24 En premier lieu, s’agissant de l’argument soulevé par le gouvernement italien, selon lequel l’application du régime linguistique en cause au principal aux citoyens de l’Union aurait pour conséquence d’alourdir la procédure en termes d’organisation et de délais, il importe de relever que cette affirmation est explicitement contredite par la juridiction de renvoi, selon laquelle les juges de la province de Bolzano sont parfaitement en mesure de conduire les procédures juridictionnelles soit en langue italienne, soit en langue allemande, soit dans ces deux langues.
25 En second lieu, s’agissant de l’observation formulée par ce même gouvernement, relative aux coûts supplémentaires qu’occasionnerait, pour l’État membre concerné, l’application de ce régime linguistique aux citoyens de l’Union, il résulte d’une jurisprudence constante que des motifs de nature purement économique ne peuvent constituer des raisons impérieuses d’intérêt général de nature à justifier une restriction à une liberté fondamentale garantie par le traité (voir arrêt Kranemann, C‑109/04, EU:C:2005:187, point 34 et jurisprudence citée).
26 Par conséquent, la réglementation nationale en cause au principal ne saurait être considérée comme justifiée.

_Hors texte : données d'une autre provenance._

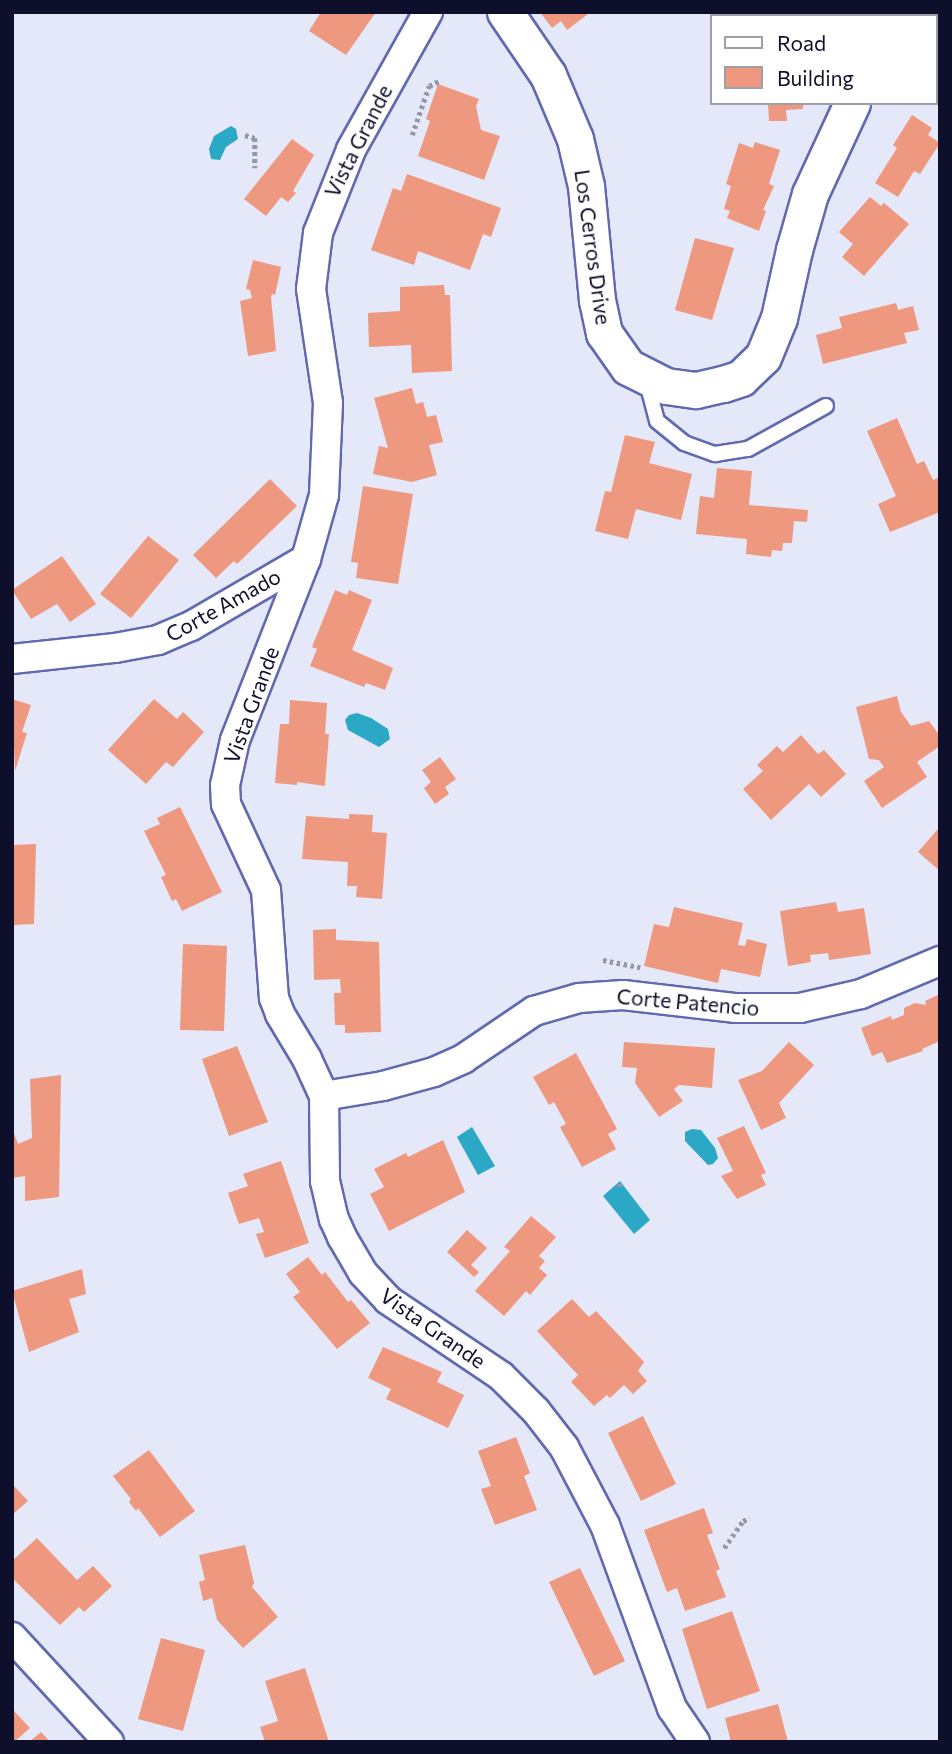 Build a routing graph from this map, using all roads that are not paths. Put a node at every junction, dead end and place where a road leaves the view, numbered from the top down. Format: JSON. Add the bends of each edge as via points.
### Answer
{"nodes":[{"id":1,"x":428,"y":12,"type":"edge"},
{"id":2,"x":505,"y":12,"type":"edge"},
{"id":3,"x":851,"y":105,"type":"edge"},
{"id":4,"x":646,"y":378,"type":"junction"},
{"id":5,"x":826,"y":406,"type":"dead end"},
{"id":6,"x":306,"y":559,"type":"junction"},
{"id":7,"x":12,"y":659,"type":"edge"},
{"id":8,"x":940,"y":961,"type":"edge"},
{"id":9,"x":324,"y":1096,"type":"junction"},
{"id":10,"x":12,"y":1637,"type":"edge"},
{"id":11,"x":672,"y":1708,"type":"junction"},
{"id":12,"x":109,"y":1742,"type":"edge"},
{"id":13,"x":673,"y":1742,"type":"edge"},
{"id":14,"x":695,"y":1742,"type":"edge"}],
"edges":[{"from":1,"to":6,"type":"street","name":"Vista Grande","via":[[340,172],[313,252],[311,289],[326,384],[328,447],[324,495]]},
{"from":2,"to":4,"type":"street","name":"Los Cerros Drive","via":[[544,68],[575,139],[586,186],[604,333],[621,360]]},
{"from":3,"to":4,"type":"street","name":"Los Cerros Drive","via":[[810,194],[779,318],[763,357],[741,378],[705,389],[677,388]]},
{"from":4,"to":5,"type":"lane","via":[[657,421],[684,443],[715,454],[748,449]]},
{"from":6,"to":7,"type":"street","name":"Corte Amado","via":[[191,626],[158,640]]},
{"from":6,"to":9,"type":"street","name":"Vista Grande","via":[[234,740],[225,785],[230,819],[266,890],[274,998]]},
{"from":8,"to":9,"type":"street","name":"Corte Patencio","via":[[862,994],[800,1008],[736,1009],[623,995],[579,998],[527,1015],[463,1059],[435,1072]]},
{"from":9,"to":11,"type":"street","name":"Vista Grande","via":[[327,1191],[334,1219],[352,1256],[388,1300],[501,1376],[564,1447],[605,1525]]},
{"from":10,"to":12,"type":"street"},
{"from":11,"to":13,"type":"street","name":"Vista Grande"},
{"from":11,"to":14,"type":"street","name":"Vista Grande"}]}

27 Il résulte de l’ensemble des considérations qui précèdent qu’il y a lieu de répondre à la question posée que les articles 18 TFUE et 21 TFUE doivent être interprétés en ce sens qu’ils s’opposent à une réglementation nationale, telle que celle en cause au principal, qui n’accorde le droit d’utiliser, dans les affaires civiles portées devant les juridictions d’un État membre qui ont leur siège dans une entité territoriale déterminée de cet État, une langue autre que la langue officielle dudit État, qu’aux seuls citoyens de ce dernier qui sont domiciliés dans cette même entité territoriale.
Sur les dépens
28 La procédure revêtant, à l’égard des parties au principal, le caractère d’un incident soulevé devant la juridiction de renvoi, il appartient à celle-ci de statuer sur les dépens. Les frais exposés pour soumettre des observations à la Cour, autres que ceux desdites parties, ne peuvent faire l’objet d’un remboursement.
Par ces motifs, la Cour (deuxième chambre) dit pour droit:
Les articles 18 TFUE et 21 TFUE doivent être interprétés en ce sens qu’ils s’opposent à une réglementation nationale, telle que celle en cause au principal, qui n’accorde le droit d’utiliser, dans les affaires civiles portées devant les juridictions d’un État membre qui ont leur siège dans une entité territoriale déterminée de cet État, une langue autre que la langue officielle dudit État, qu’aux seuls citoyens de ce dernier qui sont domiciliés dans cette même entité territoriale.